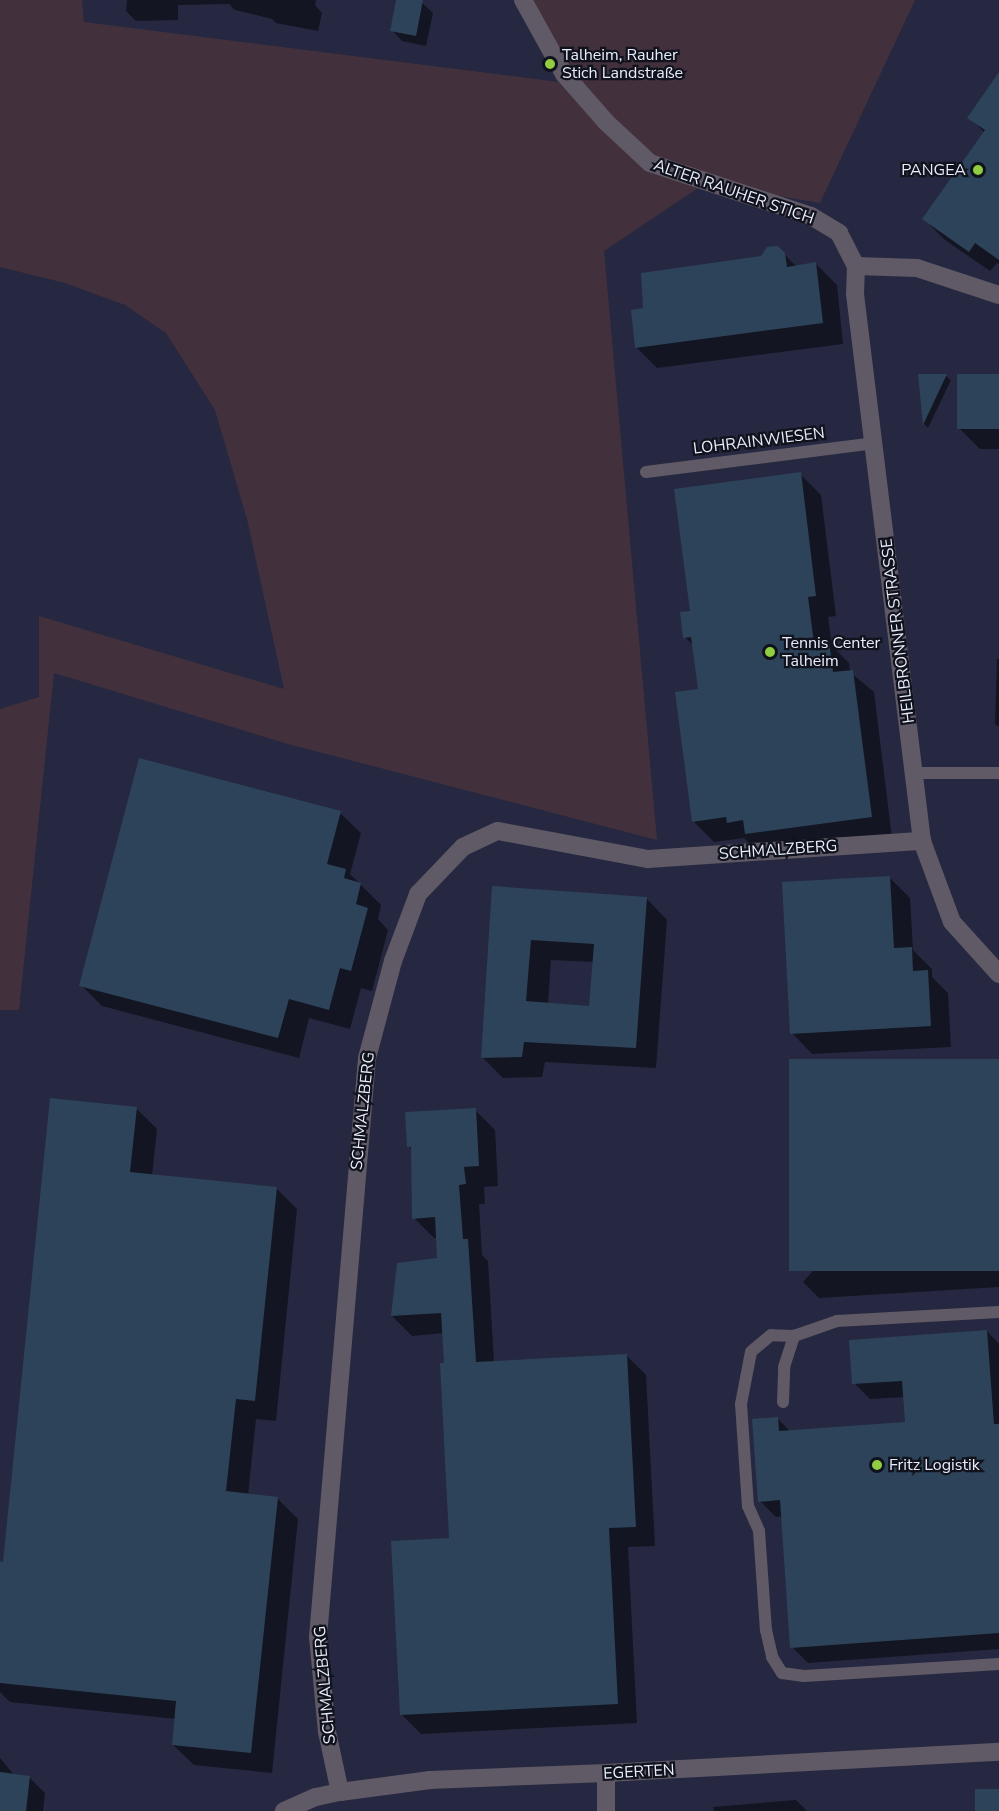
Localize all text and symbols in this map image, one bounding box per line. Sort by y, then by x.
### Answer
place label: Talheim, Rauher Stich Landstraße [562,45,683,83]
marker: Talheim, Rauher Stich Landstraße [543,57,557,71]
street label: ALTER RAUHER STICH [651,156,817,228]
place label: PANGEA [901,160,966,180]
marker: PANGEA [971,163,985,177]
street label: LOHRAINWIESEN [692,423,826,459]
street label: HEILBRONNER STRASSE [877,537,919,725]
place label: Tennis Center Talheim [782,633,880,671]
marker: Tennis Center Talheim [763,645,777,659]
street label: SCHMALZBERG [718,836,838,864]
street label: SCHMALZBERG [347,1051,379,1171]
place label: Fritz Logistik [889,1455,980,1475]
marker: Fritz Logistik [870,1458,884,1472]
street label: SCHMALZBERG [310,1625,340,1745]
street label: EGERTEN [603,1761,675,1783]

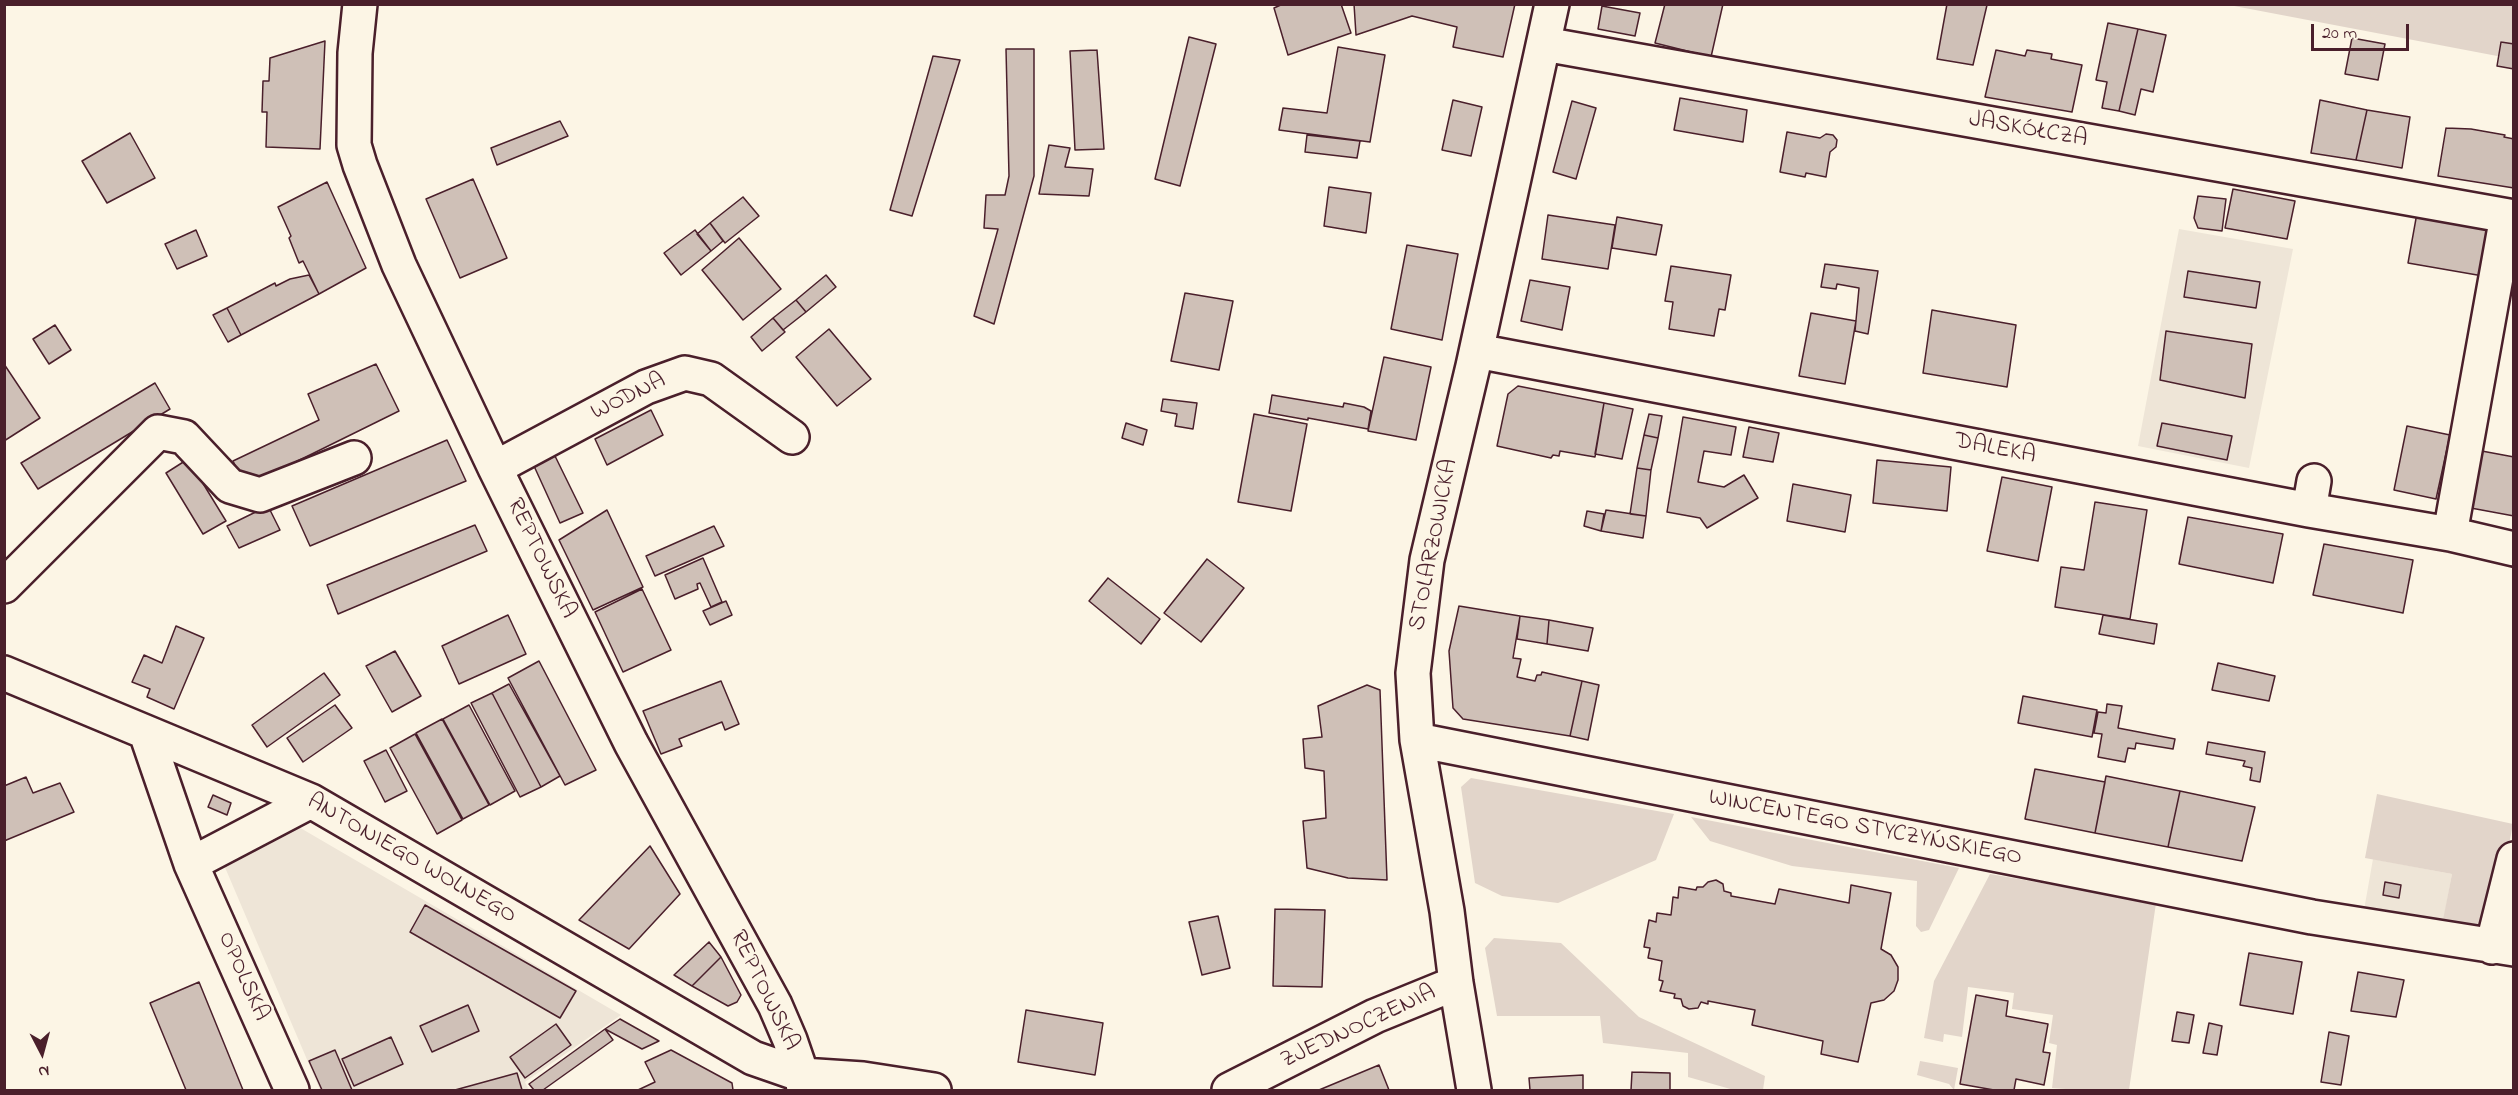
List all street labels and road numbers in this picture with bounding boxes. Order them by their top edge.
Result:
street label: JASKÓŁCZA [1967,106,2089,156]
street label: WODNA [587,368,671,428]
street label: DALEKA [1952,428,2038,472]
street label: STOLARZOWICKA [1404,457,1466,633]
street label: REPTOWSKA [499,494,581,624]
street label: WINCENTEGO STYCZYŃSKIEGO [1706,784,2024,874]
street label: ANTONIEGO WOLNEGO [301,788,521,932]
street label: REPTOWSKA [722,926,804,1056]
street label: OPOLSKA [210,928,274,1026]
street label: ZJEDNOCZENIA [1277,980,1441,1076]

**AIM OF THE EXERCISE**
A single figure, please: the number of lines in the data that hold the string "bounding".

**ANSWER FOR THIS EXERCISE**
2